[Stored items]
::::
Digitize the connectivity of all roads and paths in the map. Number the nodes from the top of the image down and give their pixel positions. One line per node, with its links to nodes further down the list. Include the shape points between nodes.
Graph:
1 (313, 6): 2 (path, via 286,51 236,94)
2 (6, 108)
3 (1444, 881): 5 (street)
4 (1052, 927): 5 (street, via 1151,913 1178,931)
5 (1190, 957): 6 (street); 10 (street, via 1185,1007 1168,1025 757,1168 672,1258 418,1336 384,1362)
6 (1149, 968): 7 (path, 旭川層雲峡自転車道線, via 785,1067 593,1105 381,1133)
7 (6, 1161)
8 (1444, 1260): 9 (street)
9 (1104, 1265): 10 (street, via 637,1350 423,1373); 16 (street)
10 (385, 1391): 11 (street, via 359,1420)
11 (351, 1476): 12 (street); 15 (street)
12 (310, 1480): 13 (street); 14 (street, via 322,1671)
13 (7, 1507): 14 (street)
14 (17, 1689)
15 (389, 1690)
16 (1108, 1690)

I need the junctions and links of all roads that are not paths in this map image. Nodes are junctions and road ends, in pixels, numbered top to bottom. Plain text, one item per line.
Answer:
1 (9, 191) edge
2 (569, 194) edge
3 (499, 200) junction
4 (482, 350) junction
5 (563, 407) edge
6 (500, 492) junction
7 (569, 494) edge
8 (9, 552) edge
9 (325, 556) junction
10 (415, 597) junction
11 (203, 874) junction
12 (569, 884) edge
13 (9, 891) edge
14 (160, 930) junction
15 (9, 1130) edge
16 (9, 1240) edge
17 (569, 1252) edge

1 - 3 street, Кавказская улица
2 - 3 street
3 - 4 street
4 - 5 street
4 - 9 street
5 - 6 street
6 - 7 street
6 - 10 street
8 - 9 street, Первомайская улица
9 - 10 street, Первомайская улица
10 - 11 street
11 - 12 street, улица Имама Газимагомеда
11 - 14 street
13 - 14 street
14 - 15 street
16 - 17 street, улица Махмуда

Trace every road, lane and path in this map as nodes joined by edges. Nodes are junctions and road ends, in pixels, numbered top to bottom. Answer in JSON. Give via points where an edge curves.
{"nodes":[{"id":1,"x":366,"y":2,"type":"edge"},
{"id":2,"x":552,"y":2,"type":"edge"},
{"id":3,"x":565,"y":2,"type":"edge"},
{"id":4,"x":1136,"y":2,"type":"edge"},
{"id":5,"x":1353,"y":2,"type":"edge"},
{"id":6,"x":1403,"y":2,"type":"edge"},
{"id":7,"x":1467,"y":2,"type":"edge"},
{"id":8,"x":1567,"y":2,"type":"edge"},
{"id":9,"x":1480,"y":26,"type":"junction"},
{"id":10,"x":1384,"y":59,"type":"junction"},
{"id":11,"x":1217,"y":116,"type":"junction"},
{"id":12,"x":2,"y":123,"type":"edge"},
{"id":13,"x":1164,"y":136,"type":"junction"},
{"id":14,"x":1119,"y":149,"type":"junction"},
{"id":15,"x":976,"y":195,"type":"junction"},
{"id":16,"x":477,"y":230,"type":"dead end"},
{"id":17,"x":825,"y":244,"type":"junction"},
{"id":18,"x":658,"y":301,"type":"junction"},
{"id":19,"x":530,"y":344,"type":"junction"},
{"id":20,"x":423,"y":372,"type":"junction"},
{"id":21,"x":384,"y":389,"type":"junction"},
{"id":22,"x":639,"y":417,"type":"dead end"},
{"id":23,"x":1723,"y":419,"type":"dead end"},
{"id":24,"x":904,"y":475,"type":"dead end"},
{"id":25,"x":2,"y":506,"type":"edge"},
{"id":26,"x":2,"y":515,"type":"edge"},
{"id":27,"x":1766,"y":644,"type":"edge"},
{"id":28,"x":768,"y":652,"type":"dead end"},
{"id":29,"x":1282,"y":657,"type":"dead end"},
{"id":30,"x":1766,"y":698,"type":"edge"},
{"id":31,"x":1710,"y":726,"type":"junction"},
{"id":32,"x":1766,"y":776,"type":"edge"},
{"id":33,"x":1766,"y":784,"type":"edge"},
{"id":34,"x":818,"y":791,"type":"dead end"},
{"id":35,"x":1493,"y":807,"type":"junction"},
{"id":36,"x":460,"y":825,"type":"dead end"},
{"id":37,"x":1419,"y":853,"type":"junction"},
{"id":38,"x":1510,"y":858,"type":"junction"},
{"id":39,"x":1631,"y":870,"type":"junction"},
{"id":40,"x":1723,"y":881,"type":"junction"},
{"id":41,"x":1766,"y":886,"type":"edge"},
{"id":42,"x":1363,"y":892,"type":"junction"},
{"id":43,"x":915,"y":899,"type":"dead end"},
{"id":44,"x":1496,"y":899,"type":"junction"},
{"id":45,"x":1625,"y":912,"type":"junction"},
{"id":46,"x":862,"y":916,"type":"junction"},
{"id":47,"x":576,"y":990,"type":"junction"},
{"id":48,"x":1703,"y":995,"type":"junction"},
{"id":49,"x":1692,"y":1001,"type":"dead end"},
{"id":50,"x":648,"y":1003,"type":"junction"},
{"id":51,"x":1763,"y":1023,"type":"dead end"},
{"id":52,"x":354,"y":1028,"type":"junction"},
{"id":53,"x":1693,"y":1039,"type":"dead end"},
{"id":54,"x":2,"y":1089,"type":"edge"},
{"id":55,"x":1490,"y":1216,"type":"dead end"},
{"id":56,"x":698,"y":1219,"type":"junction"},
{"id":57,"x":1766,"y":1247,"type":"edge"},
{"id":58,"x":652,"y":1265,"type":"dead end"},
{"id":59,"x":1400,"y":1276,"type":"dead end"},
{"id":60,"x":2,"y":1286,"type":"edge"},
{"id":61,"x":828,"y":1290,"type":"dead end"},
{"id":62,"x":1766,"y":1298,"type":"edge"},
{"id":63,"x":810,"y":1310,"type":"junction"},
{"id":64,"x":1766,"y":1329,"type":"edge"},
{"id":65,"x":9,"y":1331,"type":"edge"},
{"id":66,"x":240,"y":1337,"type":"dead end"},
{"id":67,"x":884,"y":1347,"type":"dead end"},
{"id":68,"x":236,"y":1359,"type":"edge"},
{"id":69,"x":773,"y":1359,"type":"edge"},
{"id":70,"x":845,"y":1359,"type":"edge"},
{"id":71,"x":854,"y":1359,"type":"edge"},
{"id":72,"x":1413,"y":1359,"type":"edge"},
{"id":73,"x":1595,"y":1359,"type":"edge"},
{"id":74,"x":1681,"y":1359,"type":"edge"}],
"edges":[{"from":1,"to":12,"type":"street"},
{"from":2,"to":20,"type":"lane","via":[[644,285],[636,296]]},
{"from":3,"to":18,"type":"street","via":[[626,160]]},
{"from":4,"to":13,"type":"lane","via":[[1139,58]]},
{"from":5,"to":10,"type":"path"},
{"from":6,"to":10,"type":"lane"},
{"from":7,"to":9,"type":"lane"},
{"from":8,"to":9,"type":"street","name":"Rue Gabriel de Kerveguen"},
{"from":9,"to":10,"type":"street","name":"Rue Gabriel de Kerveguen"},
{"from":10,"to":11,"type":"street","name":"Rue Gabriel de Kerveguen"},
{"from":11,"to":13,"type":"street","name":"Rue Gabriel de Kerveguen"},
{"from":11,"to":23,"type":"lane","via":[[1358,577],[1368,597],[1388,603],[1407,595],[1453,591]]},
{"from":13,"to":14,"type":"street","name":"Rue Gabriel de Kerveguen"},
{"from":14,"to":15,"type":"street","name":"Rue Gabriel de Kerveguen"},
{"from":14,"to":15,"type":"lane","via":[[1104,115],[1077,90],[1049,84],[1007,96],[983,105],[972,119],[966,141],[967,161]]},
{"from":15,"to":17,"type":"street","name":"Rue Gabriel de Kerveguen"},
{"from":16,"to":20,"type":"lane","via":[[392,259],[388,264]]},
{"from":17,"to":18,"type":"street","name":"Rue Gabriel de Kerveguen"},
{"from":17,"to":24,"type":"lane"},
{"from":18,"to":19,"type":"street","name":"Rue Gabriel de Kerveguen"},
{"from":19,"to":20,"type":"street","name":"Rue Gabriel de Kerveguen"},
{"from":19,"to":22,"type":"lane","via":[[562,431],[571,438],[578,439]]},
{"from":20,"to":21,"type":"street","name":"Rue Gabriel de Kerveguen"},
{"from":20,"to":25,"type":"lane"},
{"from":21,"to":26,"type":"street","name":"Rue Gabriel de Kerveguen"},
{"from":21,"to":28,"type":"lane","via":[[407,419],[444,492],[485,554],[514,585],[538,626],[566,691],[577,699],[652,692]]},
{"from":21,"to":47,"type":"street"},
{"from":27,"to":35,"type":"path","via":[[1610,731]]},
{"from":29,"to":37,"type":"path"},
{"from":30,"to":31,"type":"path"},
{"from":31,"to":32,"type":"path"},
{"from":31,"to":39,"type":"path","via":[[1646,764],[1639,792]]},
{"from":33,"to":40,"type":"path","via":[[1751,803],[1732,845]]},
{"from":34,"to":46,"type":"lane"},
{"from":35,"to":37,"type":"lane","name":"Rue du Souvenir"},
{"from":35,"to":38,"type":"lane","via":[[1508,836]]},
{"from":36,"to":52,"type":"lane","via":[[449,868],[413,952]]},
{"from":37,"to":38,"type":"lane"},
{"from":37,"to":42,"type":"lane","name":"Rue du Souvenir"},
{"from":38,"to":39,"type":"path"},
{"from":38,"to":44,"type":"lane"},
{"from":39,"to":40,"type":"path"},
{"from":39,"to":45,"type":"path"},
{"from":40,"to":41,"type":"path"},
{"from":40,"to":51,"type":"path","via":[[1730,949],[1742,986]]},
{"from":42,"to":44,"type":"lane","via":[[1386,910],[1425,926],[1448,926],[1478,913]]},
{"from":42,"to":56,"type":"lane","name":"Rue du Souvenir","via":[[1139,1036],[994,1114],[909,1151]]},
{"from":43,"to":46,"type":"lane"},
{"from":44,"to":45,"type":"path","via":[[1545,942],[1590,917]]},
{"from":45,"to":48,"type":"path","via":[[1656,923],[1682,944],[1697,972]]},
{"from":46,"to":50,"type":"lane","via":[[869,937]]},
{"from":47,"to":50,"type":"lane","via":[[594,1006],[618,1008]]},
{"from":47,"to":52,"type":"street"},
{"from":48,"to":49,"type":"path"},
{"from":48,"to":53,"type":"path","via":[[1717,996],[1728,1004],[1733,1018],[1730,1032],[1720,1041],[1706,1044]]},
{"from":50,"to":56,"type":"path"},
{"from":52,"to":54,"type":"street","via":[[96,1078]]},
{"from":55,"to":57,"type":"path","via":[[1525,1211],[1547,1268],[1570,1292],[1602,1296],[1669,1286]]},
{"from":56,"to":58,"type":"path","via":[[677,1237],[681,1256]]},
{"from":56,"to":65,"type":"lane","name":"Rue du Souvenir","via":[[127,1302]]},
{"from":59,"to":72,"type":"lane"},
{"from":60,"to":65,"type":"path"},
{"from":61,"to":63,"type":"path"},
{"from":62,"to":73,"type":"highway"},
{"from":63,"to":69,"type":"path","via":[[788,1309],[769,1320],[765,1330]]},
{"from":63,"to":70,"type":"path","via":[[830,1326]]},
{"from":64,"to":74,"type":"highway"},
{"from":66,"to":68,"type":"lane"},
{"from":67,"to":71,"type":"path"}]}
::::
Exercise description:
Copy out every line above where "Первомайская" is present.

Solution for this exercise:
8 - 9 street, Первомайская улица
9 - 10 street, Первомайская улица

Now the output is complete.